To jump ahead to the later logic, the fact that income flows in the real economy multiply the effect of changes of investment leads to the result that investment volatility determines the volatility of overall activity (unless the government manages to do something radically stupid and overwhelm the private sector, such as we saw in the euro periphery under the sage leadership of the neoliberal consensus). That is, if we could predict trends in private investment, we could probably predict the broad trends in growth within a reasonable margin of accuracy. (The sting in the tail is that it is unclear that private investment trends can be easily predicted. If they cannot, then the entire premise of using mathematical models to forecast economic trends is doomed to failure.)

I will now turn to some of the various critiques I have seen in the context of SFC models.
  • Naïve empiricism. The argument is that we need to pretend to be physicists and immediately fit our models to data. As someone with training in engineering, I would respond that we are facing a complex system, and physicists generally run from complexity and try to isolate underlying principles in simple systems. However, we do not have that luxury when dealing with complex systems. Yes, there are empirical recession models, as I discussed earlier. As I noted, we have no idea what variables we should use for recession forecasting models without having some kind of theory justifying the choice. We need to ask ourselves: what variables will matter? If we look at a broad class of models that properly account for all income flows -- such as this model -- we see that those models feature an investment accelerator mechanism. This gives us a strong hint that our empirical research programme should focus on variables related to investment.
  • Naïve faith in optimisation. The decision-making rules for the actors in the models are very definitely backwards-looking. Should not the business sector be forward-looking, particularly since investment is literally providing for future activity? There are a number of defects with this argument. The first is that there appears to be little evidence that we could even come up with a tractable optimisation problem if we take into account any uncertainty in the actions of other sectors. The second is that in the real world, firms are not homogeneous, and so even if each individual firm attempts to invest according to some optimal rule, the overall sector behaviour will not be captured by optimising behaviour. The final nail in the coffin is the possibility of irrational behaviour in financial markets; even if firms have an optimal fixed investment plan, the lunatics in the capital markets might not play along. (I expect that this bullet point will be expanded into an entire section on uncertainty.)
  • Rush to pet models. One common reaction when faced by a mathematical model is for readers to suggest dozens of other mathematical models to look at. There's an infinite number of mathematical models. We should just focus on what useful lessons we can draw from simple ones before we rush off to include every possible theory about economic activity (e.g., what are the banks doing? etc.). 

Model Description

We now turn to a fuller description of the model. Those of you who are interested in the equations, they are generated by the model.
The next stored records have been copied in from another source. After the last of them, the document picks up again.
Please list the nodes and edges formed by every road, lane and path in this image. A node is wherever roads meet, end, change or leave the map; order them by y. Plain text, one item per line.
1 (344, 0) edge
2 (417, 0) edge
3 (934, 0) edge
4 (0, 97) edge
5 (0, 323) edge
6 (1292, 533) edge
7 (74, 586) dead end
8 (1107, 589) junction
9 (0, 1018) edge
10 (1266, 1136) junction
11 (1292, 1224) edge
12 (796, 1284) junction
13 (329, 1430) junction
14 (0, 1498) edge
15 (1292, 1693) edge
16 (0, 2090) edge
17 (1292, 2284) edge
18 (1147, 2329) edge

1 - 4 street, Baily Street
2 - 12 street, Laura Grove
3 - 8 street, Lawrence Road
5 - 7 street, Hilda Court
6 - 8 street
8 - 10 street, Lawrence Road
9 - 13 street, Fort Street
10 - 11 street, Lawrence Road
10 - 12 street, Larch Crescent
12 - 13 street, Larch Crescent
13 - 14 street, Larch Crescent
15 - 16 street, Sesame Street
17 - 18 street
Once again, the model is the simplest possible extension of the sfc_models framework to allow business sector investment. This was accomplished by taking the simplest (non-trivial) SFC model from Monetary Economics, and only modifying the business sector.
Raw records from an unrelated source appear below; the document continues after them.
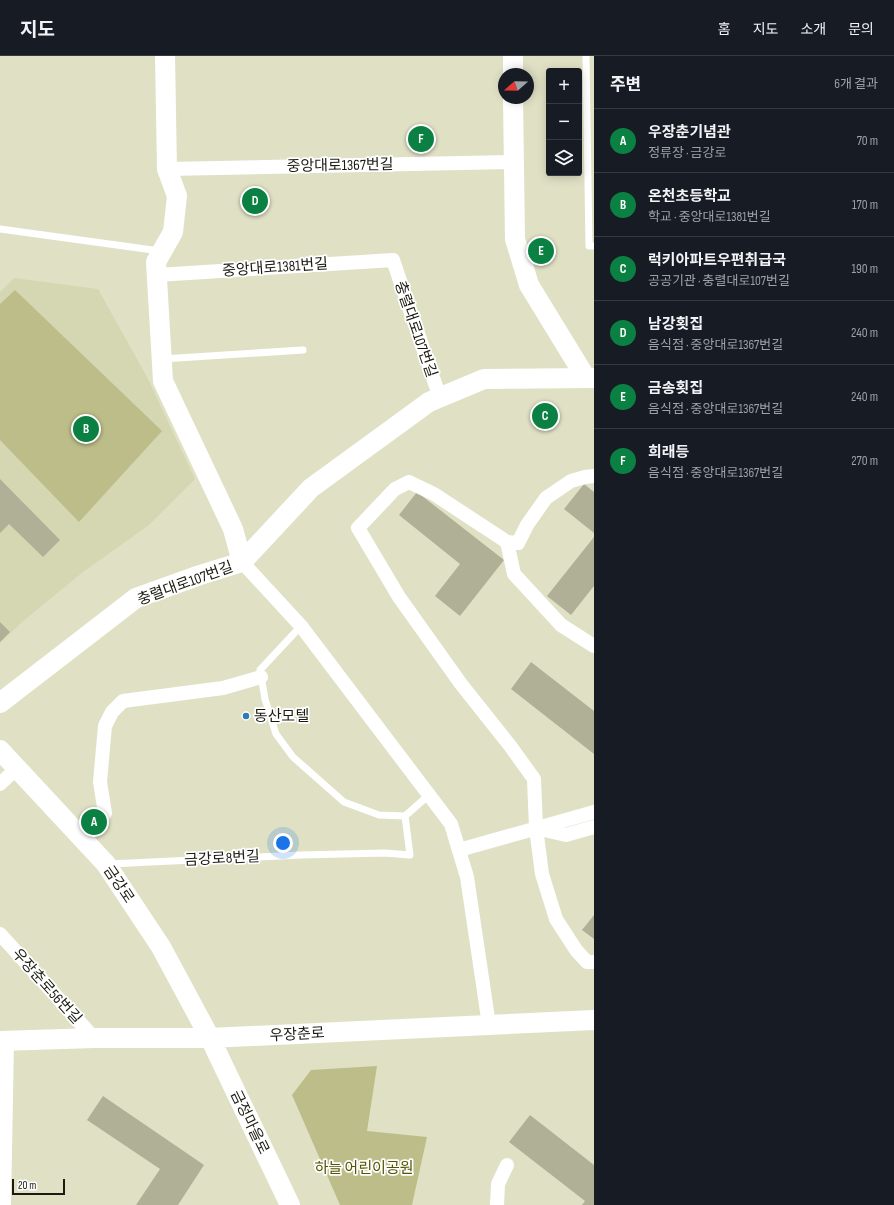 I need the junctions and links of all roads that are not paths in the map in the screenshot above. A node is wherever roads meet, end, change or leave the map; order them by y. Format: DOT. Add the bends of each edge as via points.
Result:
graph roads {
  1 [pos="165,56"];
  2 [pos="513,56"];
  3 [pos="586,56"];
  4 [pos="513,68"];
  5 [pos="513,104"];
  6 [pos="514,162"];
  7 [pos="167,169"];
  8 [pos="0,229"];
  9 [pos="594,246"];
  10 [pos="162,252"];
  11 [pos="393,260"];
  12 [pos="157,275"];
  13 [pos="303,350"];
  14 [pos="162,360"];
  15 [pos="590,378"];
  16 [pos="440,398"];
  17 [pos="594,476"];
  18 [pos="507,542"];
  19 [pos="242,562"];
  20 [pos="301,626"];
  21 [pos="594,646"];
  22 [pos="261,677"];
  23 [pos="0,703"];
  24 [pos="0,750"];
  25 [pos="17,768"];
  26 [pos="0,784"];
  27 [pos="429,795"];
  28 [pos="594,812"];
  29 [pos="405,816"];
  30 [pos="594,827"];
  31 [pos="536,828"];
  32 [pos="82,838"];
  33 [pos="459,850"];
  34 [pos="106,864"];
  35 [pos="0,934"];
  36 [pos="594,962"];
  37 [pos="594,1020"];
  38 [pos="489,1025"];
  39 [pos="94,1038"];
  40 [pos="210,1038"];
  41 [pos="4,1040"];
  42 [pos="507,1164"];
  43 [pos="4,1205"];
  44 [pos="290,1205"];
  45 [pos="497,1205"];
  1 -- 7 [label="street"];
  2 -- 4 [label="street"];
  3 -- 9 [label="lane" via="589,246"];
  5 -- 6 [label="street"];
  6 -- 7 [label="street, 중앙대로1367번길"];
  6 -- 15 [label="street" via="515,239 529,285"];
  7 -- 10 [label="street" via="177,196 173,232"];
  8 -- 10 [label="lane"];
  10 -- 12 [label="street" via="156,262"];
  11 -- 12 [label="street, 중앙대로1381번길"];
  11 -- 16 [label="street, 충렬대로107번길"];
  12 -- 14 [label="street"];
  13 -- 14 [label="lane"];
  14 -- 19 [label="street" via="163,381 233,529"];
  15 -- 16 [label="street, 충렬대로107번길" via="484,380"];
  16 -- 19 [label="street, 충렬대로107번길" via="430,402 311,488"];
  17 -- 18 [label="street" via="571,481 546,498 518,543"];
  18 -- 21 [label="street" via="514,574 560,625"];
  18 -- 31 [label="street" via="434,494 408,482 394,489 358,528 399,598 534,779"];
  19 -- 20 [label="street"];
  19 -- 23 [label="street, 충렬대로107번길" via="136,598"];
  20 -- 22 [label="lane" via="260,670"];
  20 -- 27 [label="street"];
  22 -- 29 [label="lane" via="276,734 293,757 344,802 379,815"];
  22 -- 32 [label="street" via="223,688 123,701 112,712 105,726 100,782 105,813 99,823"];
  24 -- 25 [label="street, 금강로"];
  25 -- 26 [label="street"];
  25 -- 32 [label="street, 금강로"];
  27 -- 29 [label="lane"];
  27 -- 33 [label="street" via="451,824"];
  28 -- 31 [label="street"];
  29 -- 34 [label="lane, 금강로8번길" via="410,854 300,855"];
  30 -- 31 [label="street" via="566,835"];
  31 -- 33 [label="street"];
  31 -- 36 [label="street" via="542,874 556,919 576,950 587,962"];
  32 -- 34 [label="street, 금강로"];
  33 -- 38 [label="street" via="467,877"];
  34 -- 40 [label="street, 금강로" via="161,947"];
  35 -- 39 [label="street, 우장춘로56번길"];
  37 -- 38 [label="street, 우장춘로"];
  38 -- 40 [label="street, 우장춘로"];
  39 -- 40 [label="street, 우장춘로"];
  39 -- 41 [label="street, 우장춘로"];
  40 -- 44 [label="street, 금정마을로"];
  41 -- 43 [label="street"];
  42 -- 45 [label="street" via="498,1184"];
}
If we look at the more advanced SFC models in Monetary Economics, there is a well-developed financial system. In the interest of simplicity, there is only a single non-interest bearing financial asset ("money"). This has the side effect of eliminating the issues of capitalist finance, which will be discussed later.

Model SIM largely eliminates discussion of the determination of prices; the price of goods is assumed to be fixed, and we only track the nominal income flows in the economy. (Since the price level is fixed, nominal activity is interchangeable with real activity.) The new model largely follows that convention, although wages are now allowed to changed, as discussed below. However, these wage changes are largely cosmetic, and so what matters are the nominal income flows.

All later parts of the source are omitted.